─── Information shown

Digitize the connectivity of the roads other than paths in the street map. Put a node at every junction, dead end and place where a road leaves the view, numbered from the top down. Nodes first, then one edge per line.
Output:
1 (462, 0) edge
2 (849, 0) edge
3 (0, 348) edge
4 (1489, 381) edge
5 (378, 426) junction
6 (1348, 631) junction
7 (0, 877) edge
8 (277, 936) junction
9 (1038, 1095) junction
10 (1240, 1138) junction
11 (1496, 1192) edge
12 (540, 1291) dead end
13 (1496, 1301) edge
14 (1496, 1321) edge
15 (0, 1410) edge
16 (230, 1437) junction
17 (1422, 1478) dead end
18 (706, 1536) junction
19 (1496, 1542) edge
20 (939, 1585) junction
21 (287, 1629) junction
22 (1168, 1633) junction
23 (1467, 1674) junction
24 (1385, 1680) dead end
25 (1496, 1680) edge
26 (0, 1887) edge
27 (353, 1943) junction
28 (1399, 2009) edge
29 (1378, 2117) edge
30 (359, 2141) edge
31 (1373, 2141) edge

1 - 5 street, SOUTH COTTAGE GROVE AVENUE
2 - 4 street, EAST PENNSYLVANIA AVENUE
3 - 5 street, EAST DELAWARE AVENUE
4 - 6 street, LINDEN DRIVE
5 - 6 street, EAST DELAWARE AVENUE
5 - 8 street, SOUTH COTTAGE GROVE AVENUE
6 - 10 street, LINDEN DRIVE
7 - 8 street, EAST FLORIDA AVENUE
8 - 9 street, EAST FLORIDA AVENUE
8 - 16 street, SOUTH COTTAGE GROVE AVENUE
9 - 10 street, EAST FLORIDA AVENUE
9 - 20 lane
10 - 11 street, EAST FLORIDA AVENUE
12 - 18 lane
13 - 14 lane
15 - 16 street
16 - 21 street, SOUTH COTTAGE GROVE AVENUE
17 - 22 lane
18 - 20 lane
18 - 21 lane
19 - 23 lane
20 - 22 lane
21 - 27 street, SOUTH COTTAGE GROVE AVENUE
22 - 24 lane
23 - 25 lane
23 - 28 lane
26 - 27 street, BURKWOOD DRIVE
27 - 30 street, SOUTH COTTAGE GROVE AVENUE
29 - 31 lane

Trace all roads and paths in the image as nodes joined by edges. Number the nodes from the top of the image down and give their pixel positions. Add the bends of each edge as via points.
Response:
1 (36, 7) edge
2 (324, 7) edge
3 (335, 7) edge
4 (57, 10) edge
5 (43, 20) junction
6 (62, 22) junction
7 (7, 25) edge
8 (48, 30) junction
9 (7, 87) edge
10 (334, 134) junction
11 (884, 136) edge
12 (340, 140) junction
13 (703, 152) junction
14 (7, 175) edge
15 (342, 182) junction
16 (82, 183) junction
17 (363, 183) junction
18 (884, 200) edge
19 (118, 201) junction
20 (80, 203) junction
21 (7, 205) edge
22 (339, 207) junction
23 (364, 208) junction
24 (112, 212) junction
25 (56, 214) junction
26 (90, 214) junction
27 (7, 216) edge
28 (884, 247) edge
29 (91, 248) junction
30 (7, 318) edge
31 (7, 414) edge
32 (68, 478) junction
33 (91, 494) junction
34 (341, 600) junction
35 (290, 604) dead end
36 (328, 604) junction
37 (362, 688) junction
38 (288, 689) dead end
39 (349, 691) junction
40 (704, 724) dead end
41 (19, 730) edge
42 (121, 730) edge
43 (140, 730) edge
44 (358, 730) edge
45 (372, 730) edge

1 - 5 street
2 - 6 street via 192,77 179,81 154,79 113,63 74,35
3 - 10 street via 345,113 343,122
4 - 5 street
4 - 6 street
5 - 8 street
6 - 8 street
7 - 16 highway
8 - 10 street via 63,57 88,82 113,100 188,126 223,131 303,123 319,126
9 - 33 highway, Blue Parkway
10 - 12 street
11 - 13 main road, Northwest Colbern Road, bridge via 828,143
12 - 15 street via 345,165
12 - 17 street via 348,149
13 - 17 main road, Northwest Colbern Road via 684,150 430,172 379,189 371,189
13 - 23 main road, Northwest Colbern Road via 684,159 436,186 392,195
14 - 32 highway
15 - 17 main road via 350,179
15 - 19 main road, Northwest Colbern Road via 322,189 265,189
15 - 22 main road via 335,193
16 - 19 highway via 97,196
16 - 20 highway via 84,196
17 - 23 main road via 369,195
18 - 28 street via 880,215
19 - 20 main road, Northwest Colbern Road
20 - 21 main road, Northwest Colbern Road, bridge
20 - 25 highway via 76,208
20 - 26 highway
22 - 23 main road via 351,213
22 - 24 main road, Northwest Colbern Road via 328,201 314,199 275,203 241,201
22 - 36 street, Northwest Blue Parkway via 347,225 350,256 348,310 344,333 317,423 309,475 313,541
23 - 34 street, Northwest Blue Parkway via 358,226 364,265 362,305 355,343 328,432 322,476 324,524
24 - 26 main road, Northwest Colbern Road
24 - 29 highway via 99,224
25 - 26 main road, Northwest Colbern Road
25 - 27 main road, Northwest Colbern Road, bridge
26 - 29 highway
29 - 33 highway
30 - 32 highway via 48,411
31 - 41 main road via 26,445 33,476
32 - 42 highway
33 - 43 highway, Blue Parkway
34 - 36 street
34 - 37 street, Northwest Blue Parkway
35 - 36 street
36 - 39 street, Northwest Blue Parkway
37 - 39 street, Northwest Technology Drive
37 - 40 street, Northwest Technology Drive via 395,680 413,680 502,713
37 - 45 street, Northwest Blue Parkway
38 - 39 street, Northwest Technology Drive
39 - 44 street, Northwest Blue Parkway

──────

### Problem statement
Each line above that contains the word "paths" should be copied.

### Final answer
Digitize the connectivity of the roads other than paths in the street map. Put a node at every junction, dead end and place where a road leaves the view, numbered from the top down. Nodes first, then one edge per line.
Trace all roads and paths in the image as nodes joined by edges. Number the nodes from the top of the image down and give their pixel positions. Add the bends of each edge as via points.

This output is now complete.